In Cambodia, it’s nearly a lost art. With the support of a Fulbright grant, UI student Isabella Myers wants to preserve it.

She will work in a temple in Cambodia’s Kampong Cham province, where the last of the 16th-century Buddhist manuscripts, called kraing, sit. Myers said the manuscripts were written by monks for funerary rites and rewritten over and over because the paper eventually degraded in the humid climate.

It will be a tall order, because the infrastructure to preserve aging manuscripts does not exist in Cambodia as it does in Japan or China. Left unprotected, the manuscripts are at risk of being unusable. The kraing are written in Pali, a language that the monks spoke but not the language of the village they’re located near. It would be as if the Bible was never translated from Latin to the common languages, Myers said.

“It’s about 30 hours of travel time,” she said. “I don’t think it gets much farther than that.”

Myers will learn from the manuscripts as well as other local sources about what purpose the texts served and how they were created to make her own paper and books modeled after them for exhibition.

While Iowa City is known for its dedication to the written word, Myers said, the programs dedicated to the paper they’re printed on is the best in the country and pivotal in her trajectory towards Cambodia.
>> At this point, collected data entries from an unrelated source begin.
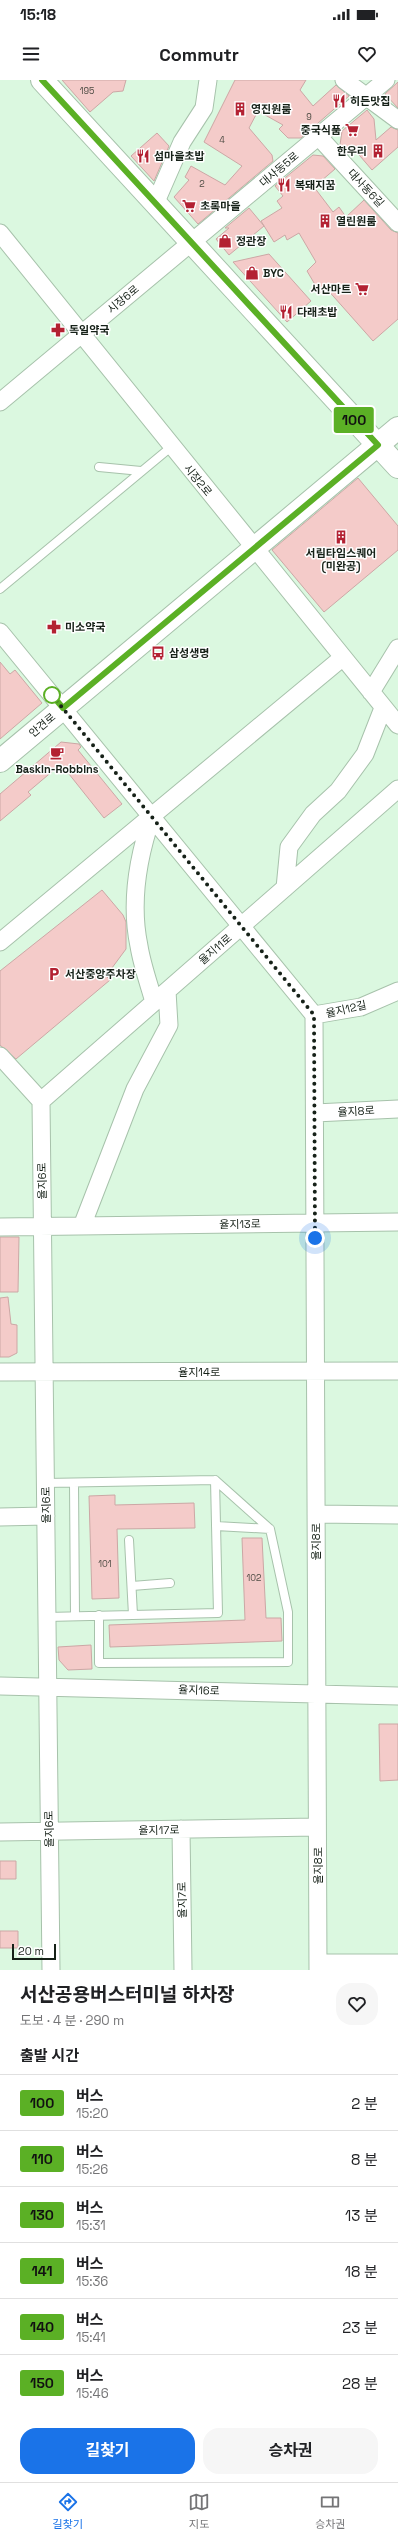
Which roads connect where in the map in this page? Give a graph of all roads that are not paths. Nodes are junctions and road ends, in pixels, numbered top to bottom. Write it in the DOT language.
graph roads {
  1 [pos="42,80"];
  2 [pos="208,80"];
  3 [pos="344,80"];
  4 [pos="386,80"];
  5 [pos="367,96"];
  6 [pos="398,120"];
  7 [pos="318,136"];
  8 [pos="155,204"];
  9 [pos="398,223"];
  10 [pos="0,233"];
  11 [pos="190,242"];
  12 [pos="81,334"];
  13 [pos="0,402"];
  14 [pos="398,428"];
  15 [pos="378,445"];
  16 [pos="171,446"];
  17 [pos="99,467"];
  18 [pos="398,467"];
  19 [pos="141,471"];
  20 [pos="253,549"];
  21 [pos="0,589"];
  22 [pos="0,632"];
  23 [pos="398,648"];
  24 [pos="342,658"];
  25 [pos="370,692"];
  26 [pos="63,708"];
  27 [pos="383,708"];
  28 [pos="398,725"];
  29 [pos="0,761"];
  30 [pos="398,789"];
  31 [pos="152,816"];
  32 [pos="285,888"];
  33 [pos="242,926"];
  34 [pos="0,942"];
  35 [pos="398,990"];
  36 [pos="167,991"];
  37 [pos="154,1002"];
  38 [pos="314,1015"];
  39 [pos="0,1056"];
  40 [pos="41,1102"];
  41 [pos="398,1109"];
  42 [pos="315,1113"];
  43 [pos="398,1222"];
  44 [pos="315,1223"];
  45 [pos="42,1226"];
  46 [pos="82,1226"];
  47 [pos="0,1227"];
  48 [pos="316,1371"];
  49 [pos="398,1371"];
  50 [pos="0,1372"];
  51 [pos="44,1372"];
  52 [pos="215,1480"];
  53 [pos="45,1483"];
  54 [pos="74,1483"];
  55 [pos="316,1514"];
  56 [pos="398,1515"];
  57 [pos="46,1516"];
  58 [pos="0,1517"];
  59 [pos="216,1526"];
  60 [pos="270,1529"];
  61 [pos="129,1540"];
  62 [pos="170,1583"];
  63 [pos="132,1586"];
  64 [pos="133,1615"];
  65 [pos="75,1616"];
  66 [pos="99,1616"];
  67 [pos="47,1617"];
  68 [pos="0,1686"];
  69 [pos="48,1686"];
  70 [pos="317,1694"];
  71 [pos="398,1696"];
  72 [pos="318,1827"];
  73 [pos="181,1829"];
  74 [pos="49,1831"];
  75 [pos="0,1832"];
  76 [pos="398,1963"];
  77 [pos="318,1966"];
  78 [pos="51,1970"];
  79 [pos="183,1970"];
  1 -- 8 [label="street"];
  2 -- 8 [label="street"];
  3 -- 5 [label="street"];
  4 -- 5 [label="street, 대사동5로"];
  5 -- 6 [label="street"];
  5 -- 7 [label="street, 대사동5로"];
  7 -- 9 [label="street, 대사동6길"];
  7 -- 11 [label="street, 대사동5로"];
  8 -- 11 [label="street"];
  10 -- 12 [label="street, 시장2로"];
  11 -- 12 [label="street, 시장6로"];
  11 -- 15 [label="street"];
  12 -- 13 [label="street, 시장6로"];
  12 -- 16 [label="street, 시장2로"];
  14 -- 15 [label="street, 안견로"];
  15 -- 18 [label="street"];
  15 -- 20 [label="street, 안견로"];
  16 -- 19 [label="lane"];
  16 -- 20 [label="street, 시장2로"];
  17 -- 19 [label="lane"];
  19 -- 21 [label="lane"];
  20 -- 24 [label="street, 시장2로"];
  20 -- 26 [label="street, 안견로"];
  22 -- 26 [label="street"];
  23 -- 25 [label="street"];
  24 -- 25 [label="street, 시장2로"];
  24 -- 31 [label="street"];
  25 -- 27 [label="street, 시장2로"];
  26 -- 29 [label="street, 안견로"];
  26 -- 31 [label="street"];
  27 -- 28 [label="street, 시장2로"];
  27 -- 32 [label="street"];
  30 -- 32 [label="street, 율지11로"];
  31 -- 33 [label="street"];
  31 -- 34 [label="street"];
  31 -- 37 [label="street"];
  32 -- 33 [label="street, 율지11로"];
  33 -- 36 [label="street, 율지11로"];
  33 -- 38 [label="street"];
  35 -- 38 [label="street, 율지12길"];
  36 -- 37 [label="street, 율지11로"];
  36 -- 46 [label="street"];
  37 -- 40 [label="street, 율지11로"];
  38 -- 42 [label="street, 율지8로"];
  39 -- 40 [label="street"];
  40 -- 45 [label="street, 율지6로"];
  41 -- 42 [label="street, 율지8로"];
  42 -- 44 [label="street, 율지8로"];
  43 -- 44 [label="street, 율지13로"];
  44 -- 46 [label="street, 율지13로"];
  44 -- 48 [label="street, 율지8로"];
  45 -- 46 [label="street, 율지13로"];
  45 -- 47 [label="street, 율지13로"];
  45 -- 51 [label="street, 율지6로"];
  48 -- 49 [label="street, 율지14로"];
  48 -- 51 [label="street, 율지14로"];
  48 -- 55 [label="street, 율지8로"];
  50 -- 51 [label="street, 율지14로"];
  51 -- 53 [label="street, 율지6로"];
  52 -- 54 [label="lane"];
  52 -- 59 [label="lane"];
  52 -- 60 [label="lane"];
  53 -- 54 [label="lane"];
  53 -- 57 [label="street, 율지6로"];
  54 -- 65 [label="lane"];
  55 -- 56 [label="street"];
  55 -- 70 [label="street, 율지8로"];
  57 -- 58 [label="street"];
  57 -- 67 [label="street, 율지6로"];
  59 -- 60 [label="lane"];
  59 -- 64 [label="lane"];
  60 -- 66 [label="lane"];
  61 -- 63 [label="lane"];
  62 -- 63 [label="lane"];
  63 -- 64 [label="lane"];
  64 -- 66 [label="lane"];
  65 -- 66 [label="lane"];
  65 -- 67 [label="lane"];
  67 -- 69 [label="street, 율지6로"];
  68 -- 69 [label="street, 율지16로"];
  69 -- 70 [label="street, 율지16로"];
  69 -- 74 [label="street, 율지6로"];
  70 -- 71 [label="street, 율지16로"];
  70 -- 72 [label="street, 율지8로"];
  72 -- 73 [label="street, 율지17로"];
  72 -- 77 [label="street, 율지8로"];
  73 -- 74 [label="street, 율지17로"];
  73 -- 79 [label="street, 율지7로"];
  74 -- 75 [label="street, 율지17로"];
  74 -- 78 [label="street, 율지6로"];
  76 -- 77 [label="street"];
}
She said she was interested in printing going to college at the Chicago Art Institute, but when she transferred to UI and was introduced to the Center for the Book, she found a new passion.

Myers said she owes a great deal to the director of the UI Center for the Book, Professor Timothy Barrett. Barrett is otherwise known as “El Maestro” to people in the papermaking industry, including Alberto Valenzuela of the Papel Oaxaca studio in San Agustín Etla, Mexico.

Barrett is a Fulbright winner himself, and he spent two years in Japan studying papermaking under a Fulbright.

“I couldn’t believe someone was paying me to investigate this subject I was so interested in,” Barrett said.

Once the plants for papermaking are harvested, they are stripped down to the fibers and soaked to soften. For papyrus, the fibers are sliced into thin strips and placed in water. For a fig or mulberry tree, the bark is stripped off and soaked for 12 hours with constant stirring. Once wet, the fibers are shaped into a rectangle and pounded together.

Myers said the papermaking community spans continents, from the U.S. to Mexico to Japan and China. She said that when she traveled to San Agustín Etla, a small mountain town with no internet but with a handful of people who make paper, they learned about Barrett from Japanese papermakers who had traveled there as well. And Myers wants to help bring Cambodia to the table.

“Part of [Fulbright] is to create diverse and dynamic networks across the globe, to share knowledge across communities, and improve lives around the world,” said Karen Wachsmuth, the UI associate director of international fellowships.

After the fibers are pressed together and soaked, they’re laid out in the sun to dry. Once dry, the fibers are paper and ready to use until they degrade in the environment, and the cycle starts again.

Myers said she was content with being a semifinalist in the Fulbright program, and she expected Cambodia to prefer researchers and fellows in STEM fields and public health rather than the humanities.

“If you have the right idea for the right country at the right time with enough curiosity and the right background, you can get one of these things,” Barrett said.

When Myers was notified of her win in April, she almost missed it entirely; the email went to her personal email instead of her school email. She was emphatically reminded by Associate Professor Sara Langworthy, her departmental adviser, to check all of her emails.

“It still hasn’t hit me that it’s real,” Myers said. “But it will soon.”